WHAT YOU SHOULD DO:
In the material below, which lines hold the word "down"? Pick each one out.
#### RECORDS TO USE ####
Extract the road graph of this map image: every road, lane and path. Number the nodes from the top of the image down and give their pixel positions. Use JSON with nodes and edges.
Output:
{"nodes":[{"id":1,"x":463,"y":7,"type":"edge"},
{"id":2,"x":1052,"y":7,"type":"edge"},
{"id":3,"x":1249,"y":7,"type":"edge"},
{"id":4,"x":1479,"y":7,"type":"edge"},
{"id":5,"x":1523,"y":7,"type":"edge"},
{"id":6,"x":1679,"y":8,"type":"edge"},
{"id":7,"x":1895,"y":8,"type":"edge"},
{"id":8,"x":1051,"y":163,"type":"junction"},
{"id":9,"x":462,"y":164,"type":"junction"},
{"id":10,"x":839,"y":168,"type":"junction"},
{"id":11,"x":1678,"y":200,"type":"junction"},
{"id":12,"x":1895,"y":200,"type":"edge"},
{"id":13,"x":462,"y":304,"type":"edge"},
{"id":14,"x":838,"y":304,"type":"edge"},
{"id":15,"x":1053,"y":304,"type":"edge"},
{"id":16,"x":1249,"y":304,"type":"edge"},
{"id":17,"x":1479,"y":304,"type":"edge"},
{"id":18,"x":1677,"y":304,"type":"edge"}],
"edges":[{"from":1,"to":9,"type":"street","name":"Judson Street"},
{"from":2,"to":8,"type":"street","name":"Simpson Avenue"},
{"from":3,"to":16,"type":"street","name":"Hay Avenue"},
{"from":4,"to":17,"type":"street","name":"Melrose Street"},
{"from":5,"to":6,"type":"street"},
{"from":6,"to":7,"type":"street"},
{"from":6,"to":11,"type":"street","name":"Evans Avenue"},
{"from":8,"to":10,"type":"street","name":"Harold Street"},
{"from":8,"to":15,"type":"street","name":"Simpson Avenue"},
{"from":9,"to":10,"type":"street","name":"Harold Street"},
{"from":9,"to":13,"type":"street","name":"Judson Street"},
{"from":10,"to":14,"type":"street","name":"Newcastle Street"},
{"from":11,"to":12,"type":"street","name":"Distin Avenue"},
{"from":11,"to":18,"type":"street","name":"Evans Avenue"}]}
####
#### RECORDS TO USE ####
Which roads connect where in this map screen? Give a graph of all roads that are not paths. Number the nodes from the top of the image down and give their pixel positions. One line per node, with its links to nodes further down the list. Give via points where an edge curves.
####
ANSWER BOX:
Extract the road graph of this map image: every road, lane and path. Number the nodes from the top of the image down and give their pixel positions. Use JSON with nodes and edges.
Which roads connect where in this map screen? Give a graph of all roads that are not paths. Number the nodes from the top of the image down and give their pixel positions. One line per node, with its links to nodes further down the list. Give via points where an edge curves.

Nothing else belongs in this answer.